McLeish also developed a high-pitched whistling in his ear, a condition known as tinnitus.

But the trouble didn't stop there. Several months after his hearing problems began, McLeish began to be plagued by a new set of symptoms: involuntary eye movements caused by sound.

"I was talking to somebody on the phone," McLeish said. "And when the phone rang on the other end, I noticed that the bookshelves on the other room tipped five degrees in the opposite way."

Any loud noise would cause McLeish's eyes to jerk and throw his balance off. And things only got worse.

"I started to notice that as I spoke, my eyes were jerking with my speech," he said. "If I played a series of notes on the horn, my eyes would jump up and down."

Doctor to McLeish: Drink More Beer

He began to seek out a diagnosis, visiting countless doctors, all seemingly puzzled by his symptoms. One doctor attributed the condition to stress and prescribed tranquilizers. Another told him to drink more beer.

He even consulted a faith healer, who told him that a colleague had placed a demon in his head in order to sabotage his horn playing.

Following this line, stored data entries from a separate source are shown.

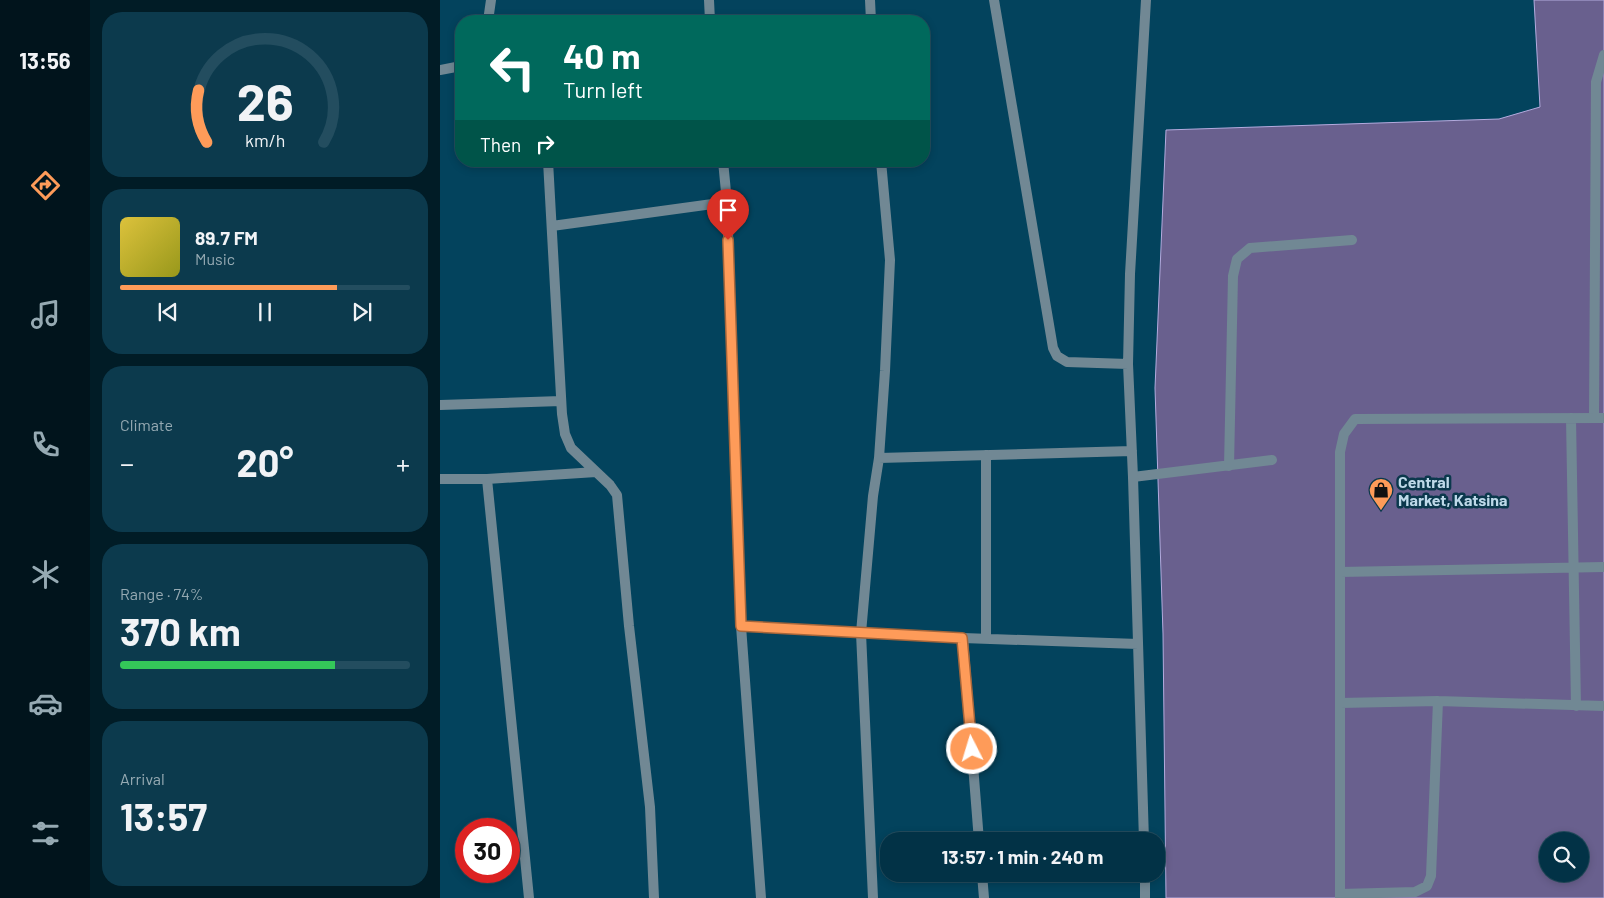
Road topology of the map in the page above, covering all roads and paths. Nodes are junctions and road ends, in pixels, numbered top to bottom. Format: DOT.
graph roads {
  1 [pos="491,0"];
  2 [pos="710,0"];
  3 [pos="870,0"];
  4 [pos="994,0"];
  5 [pos="1146,0"];
  6 [pos="489,15"];
  7 [pos="710,15"];
  8 [pos="871,15"];
  9 [pos="1604,55"];
  10 [pos="455,67"];
  11 [pos="440,70"];
  12 [pos="548,167"];
  13 [pos="724,167"];
  14 [pos="882,167"];
  15 [pos="727,202"];
  16 [pos="552,226"];
  17 [pos="1352,240"];
  18 [pos="1128,364"];
  19 [pos="561,401"];
  20 [pos="440,404"];
  21 [pos="1571,418"];
  22 [pos="1599,418"];
  23 [pos="1132,451"];
  24 [pos="986,455"];
  25 [pos="879,458"];
  26 [pos="1272,460"];
  27 [pos="1229,466"];
  28 [pos="596,472"];
  29 [pos="1133,477"];
  30 [pos="440,479"];
  31 [pos="487,479"];
  32 [pos="1574,567"];
  33 [pos="1604,567"];
  34 [pos="1340,572"];
  35 [pos="741,626"];
  36 [pos="861,632"];
  37 [pos="962,638"];
  38 [pos="986,639"];
  39 [pos="1138,644"];
  40 [pos="1438,701"];
  41 [pos="1340,703"];
  42 [pos="1576,706"];
  43 [pos="1604,706"];
  44 [pos="978,832"];
  45 [pos="1144,832"];
  46 [pos="983,882"];
  47 [pos="1144,882"];
  48 [pos="1340,896"];
  49 [pos="529,898"];
  50 [pos="654,898"];
  51 [pos="761,898"];
  52 [pos="873,898"];
  53 [pos="984,898"];
  54 [pos="1145,898"];
  1 -- 6 [label="street"];
  2 -- 7 [label="street"];
  3 -- 8 [label="street"];
  4 -- 18 [label="street"];
  5 -- 18 [label="street"];
  9 -- 22 [label="street"];
  10 -- 11 [label="street"];
  12 -- 16 [label="street"];
  13 -- 15 [label="street"];
  14 -- 25 [label="street"];
  15 -- 16 [label="street"];
  15 -- 35 [label="street"];
  16 -- 19 [label="street"];
  17 -- 27 [label="street"];
  18 -- 23 [label="street"];
  19 -- 20 [label="street"];
  19 -- 28 [label="street"];
  21 -- 22 [label="street"];
  21 -- 32 [label="street"];
  21 -- 34 [label="street"];
  23 -- 24 [label="street"];
  23 -- 29 [label="street"];
  24 -- 25 [label="street"];
  24 -- 38 [label="street"];
  25 -- 36 [label="street"];
  26 -- 27 [label="street"];
  27 -- 29 [label="street"];
  28 -- 31 [label="street"];
  28 -- 50 [label="street"];
  29 -- 39 [label="street"];
  30 -- 31 [label="street"];
  31 -- 49 [label="street"];
  32 -- 33 [label="street"];
  32 -- 34 [label="street"];
  32 -- 42 [label="street"];
  34 -- 41 [label="street"];
  35 -- 36 [label="street"];
  35 -- 51 [label="street"];
  36 -- 37 [label="street"];
  36 -- 52 [label="street"];
  37 -- 38 [label="street"];
  37 -- 44 [label="street"];
  38 -- 39 [label="street"];
  39 -- 45 [label="street"];
  40 -- 41 [label="street"];
  40 -- 42 [label="street"];
  40 -- 48 [label="street"];
  41 -- 48 [label="street"];
  42 -- 43 [label="street"];
  46 -- 53 [label="street"];
  47 -- 54 [label="street"];
}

Eventually, McLeish underwent three surgeries, but his condition was once again misdiagnosed and the operations failed. McLeish was beginning to lose hope. He was dealt another blow last year, when the noise finally drove him to stop playing his horn.

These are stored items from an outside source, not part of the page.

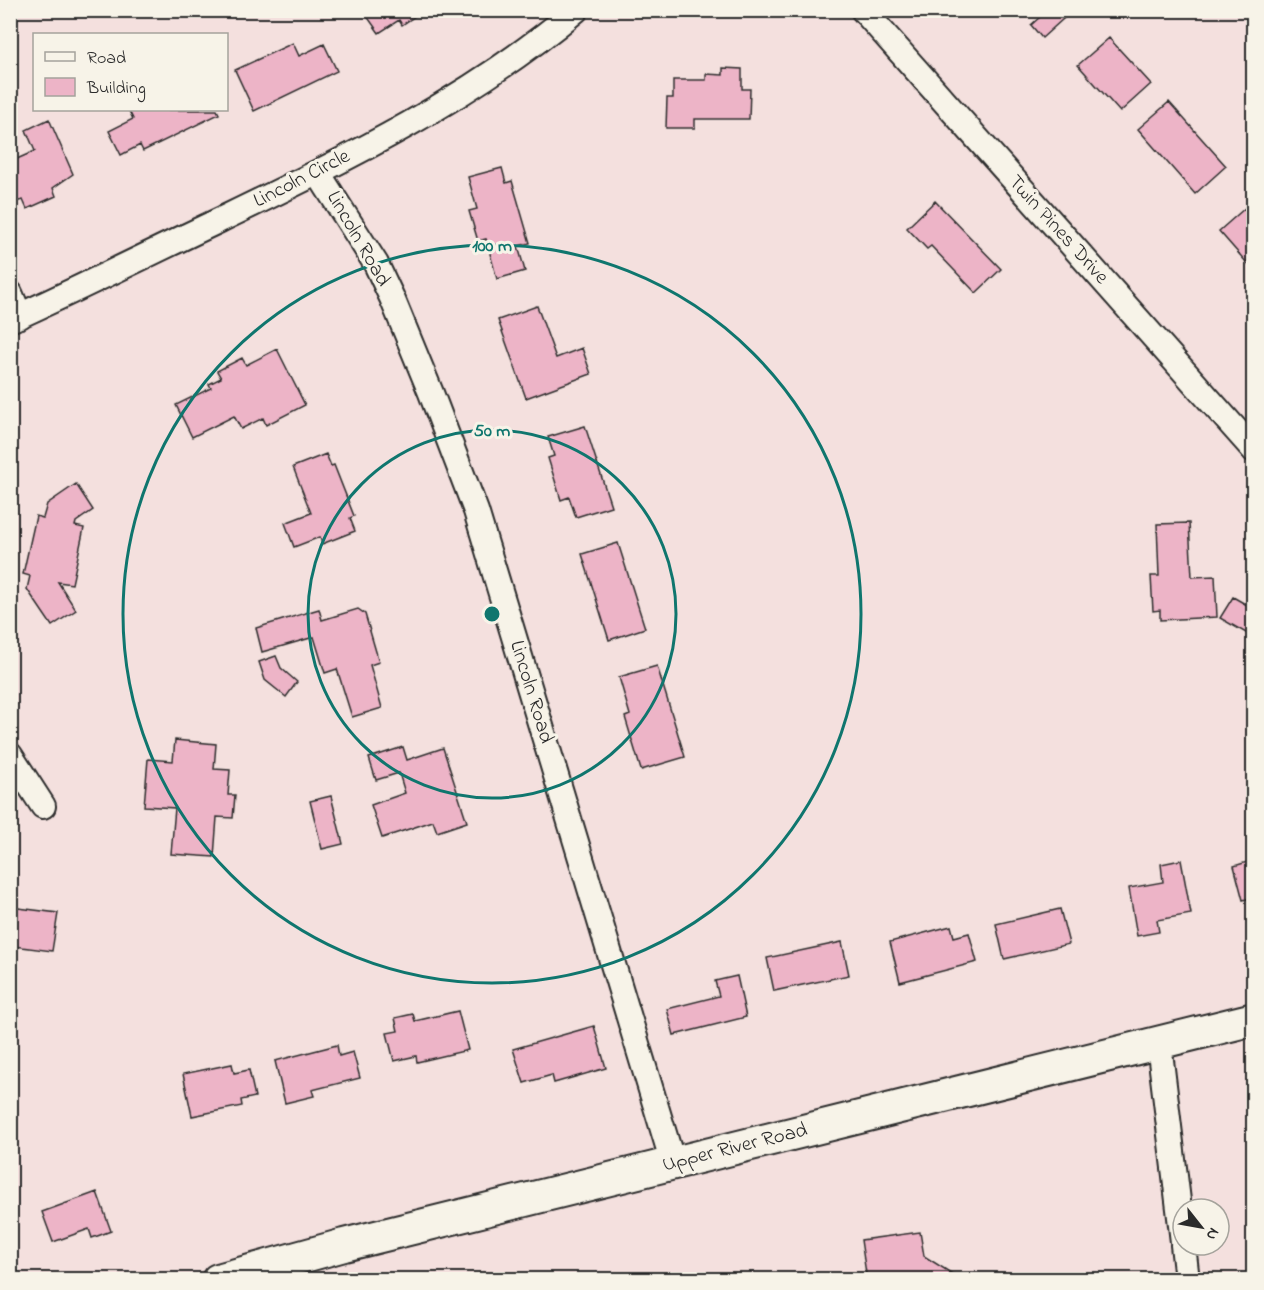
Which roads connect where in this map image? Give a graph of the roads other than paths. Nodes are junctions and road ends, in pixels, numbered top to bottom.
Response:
1 (576, 10) edge
2 (863, 10) edge
3 (318, 173) junction
4 (10, 293) edge
5 (15, 318) edge
6 (1254, 450) edge
7 (10, 755) edge
8 (43, 806) dead end
9 (1254, 1019) edge
10 (1159, 1044) junction
11 (673, 1163) junction
12 (1177, 1197) edge
13 (1185, 1257) edge
14 (218, 1280) edge
15 (1188, 1280) edge

1 - 3 street, Lincoln Circle
2 - 6 street, Twin Pines Drive
3 - 5 street, Lincoln Circle
3 - 11 street, Lincoln Road
4 - 5 street
7 - 8 street
9 - 10 street, Upper River Road
10 - 11 street, Upper River Road
10 - 12 street
11 - 14 street, Upper River Road
13 - 15 street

"It's difficult when your husband has something like this," his wife Cindy said. "It's difficult to know that he's suffering."

One evening McLeish sat down at his computer and Googled his symptoms. To his shock, the simple Internet search turned up a rare condition that matched his symptoms perfectly: Superior Canal Dehiscence or SCD.

Even more amazing, he learned that Dr. Lloyd Minor, the surgeon at Johns Hopkins Medical Center who originally discovered and described SCD in 1995, had also devised a surgical treatment for it. McLeish immediately made plans to have surgery on his left ear. During June of last year McLeish travelled to Baltimore.

The Cure

The human ear contains three canals filled with fluid. When we move, the fluid in the canals moves with us and signals the eyes to shift subtly. This helps us to maintain our balance, stand upright, and walk and run without falling over.

"They're like a gyroscope in an airplane and every time we move our head, even by a minute amount, these receptors tell our brain how the head is moving," Minor explained.

Superior Canal Dehiscence is a defect in the inner ear caused by the thinning of the bone that separates the superior canal from the brain. In the case of McLeish, the fluid in his ear, separated by only a thin membrane, touched his brain and transmitted all the sounds from his body right to his head.

When McLeish arrived in Baltimore, he endured a battery of tests to confirm the diagnosis, including a CT scan and an exam where copper wired contact lenses were placed on his eyes.

Once Minor and his colleague, Dr. John Carey, were certain that McLeish did in fact have SCD, they scheduled him for the microsurgery that might answer his prayers.

The day before the surgery, the medical team affixed electrodes to McLeish's face, creating a virtual map of his skull that would guide the surgeons through the operation. Once in the operating room, the doctors plugged the hole in McLeish's ear with tissue and bone taken from his skull.

In the post-operative ICU, McLeish's wife waited anxiously for her husband to stir from his anesthetia-induced sleep.

'I Got My Miracle'

When his eyes finally fluttered open, the first words out of his mouth were, "Will I be able to play the piano?" It was the punch line to the couple's favorite medical joke.

McLeish's recovery was surprisingly smooth.

"I said when I came here, if they gave me 50 percent reduction in my symptoms, it would have been good," he said, a week after his surgery. "I said 90 percent would be a miracle. I got 98 percent. It's better than I ever hoped. I got my miracle."

Eight months after he laid down his horn, and only four months after the operation, McLeish was able to return to his orchestra in Germany. When he finished his first concert in more than a year, he knew for sure that life had finally returned to normal.

"The noises are gone," he said. "It took me 23 years to find out what I had. In the future I hope that people can find it much sooner and get the relief I've gotten."